Novo Nordisk suffered a major blow at the end of last week after the US FDA rejected its marketing application for two new diabetes drugs at the heart of its growth ambitions.
The agency issued a Complete Response Letter to the Danish pharma company last week, indicating that the applications for Tresiba (insulin degludec) and Ryzodeg (insulin degludec/insulin aspart) cannot be approved in their current form.
Novo Nordisk issued a terse statement yesterday (February 10) to acknowledge the letter, which comes despite a vote in favour of approval of the two drugs by the FDA's own advisory committee last November, as well as approvals for the products in the EU, Japan and Mexico.
The FDA's advisory committee had voted 8 to 4 in favour of approving the product with a recommendation for cardiovascular outcomes trial post-approval, but the regulator has now decided that it requires additional proof of the products' safety via a cardiovascular outcomes trial ahead of registration. That could delay a US launch by two years or more.
In its briefing document released ahead of the panel meeting, the FDA pointed to the occurrence of a cardiovascular "safety signal" in Novo Nordisk's dataset. The agency's reviewer noted that "a meta-analysis of 16 phase III trials … estimated that use of degludec products could increase the composite risk of cardiovascular death, non-fatal myocardial infarction, non-fatal stroke and unstable angina by 10 per cent relative to active comparators".
Novo Nordisk is hoping that Tresiba can topple Sanofi's €4bn-a-year blockbuster Lantus (insulin glargine) from its dominant position in the basal insulin market, where it has an 80 per cent market share. The company says that insulin degludec has a very long and predictable pharmacological action profile - meaning it can be delivered at any time of day - as well as a lower tendency to cause low blood sugar (hypoglycaemia) than Lantus.

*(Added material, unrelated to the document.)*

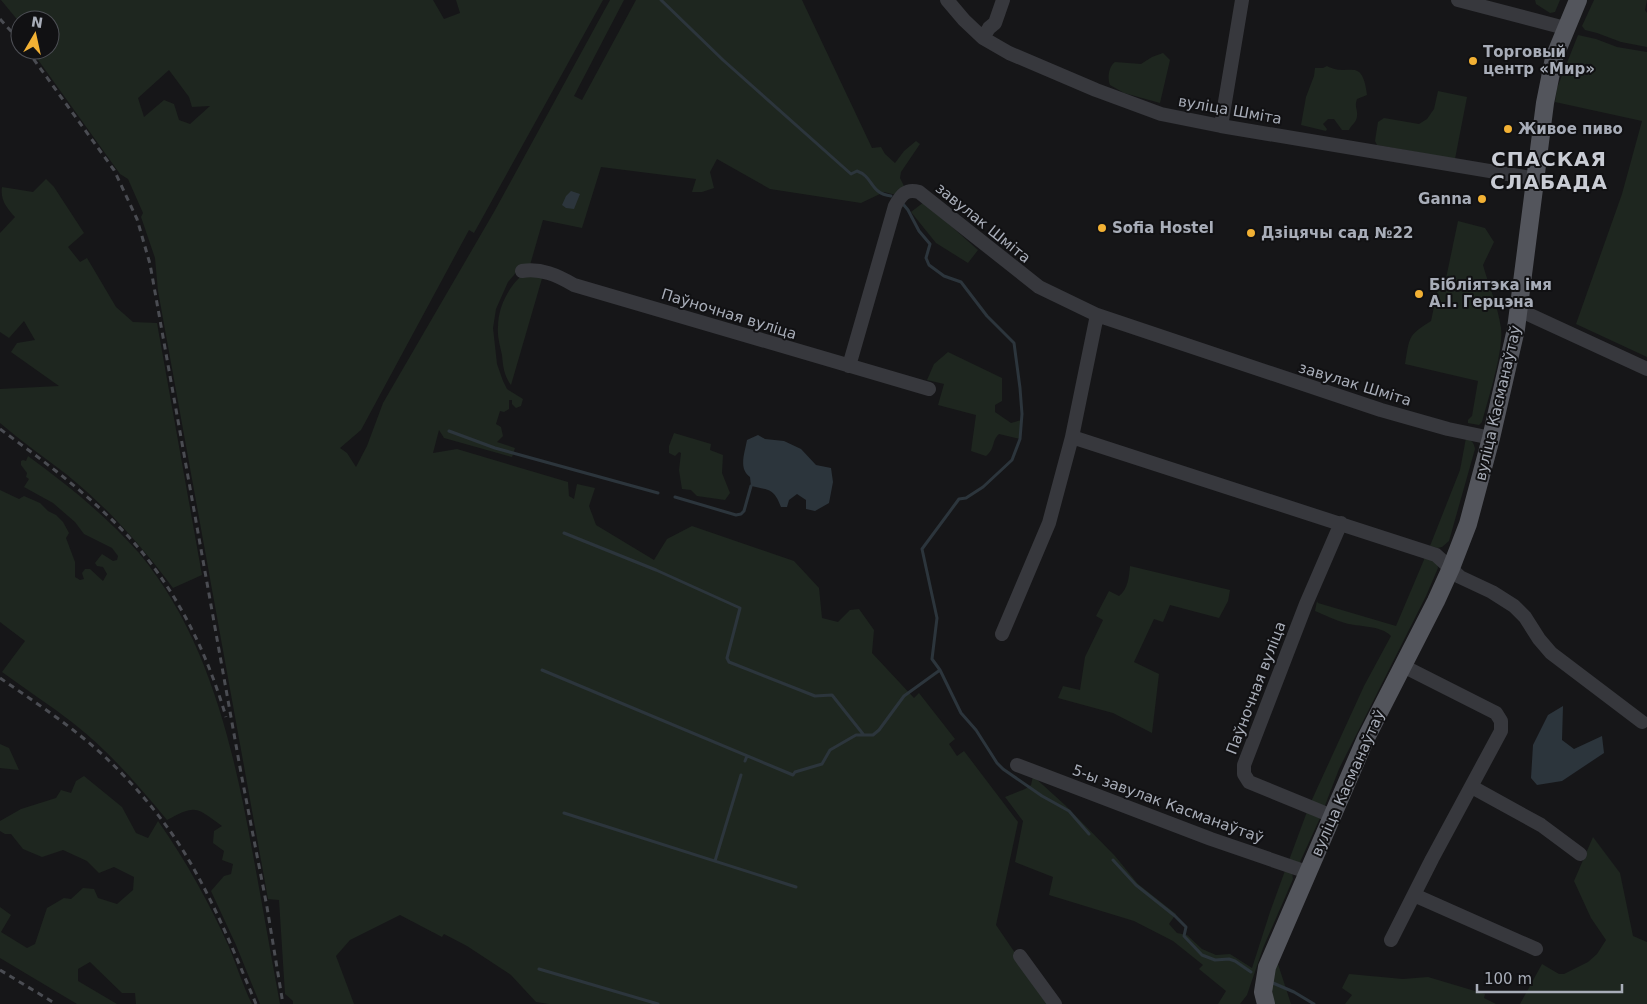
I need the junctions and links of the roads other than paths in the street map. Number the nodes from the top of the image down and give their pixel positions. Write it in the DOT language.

Ahead of the FDA decision analysts had predicted that Tresiba and Ryzodeg could reach sales of up to $4bn at peak, but the delay in US approval could allow competing products to close the gap on Novo Nordisk.
A particular threat is Eli Lilly's LY2605541 which is in phase III testing and like Novo Nordisk's drug has shown advantages over Lantus, including a greater tendency to cause weight loss and reduce the risk of hypoglycaemia.
Novo Nordisk has said it expects to launch Tresiba in the UK and Denmark during the first half of this year and in other European markets throughout the rest of 2013 and 2014, and told analysts in its fourth-quarter results statement that it was expanding its US salesforce to prepare for global launch.
Meanwhile, the FDA's decision also casts a shadow over the development of IDegLira, a combination of insulin degludec and the active ingredient in Novo Nordisk's Victoza (liraglutide) which is due for filing in the EU in mid-2013.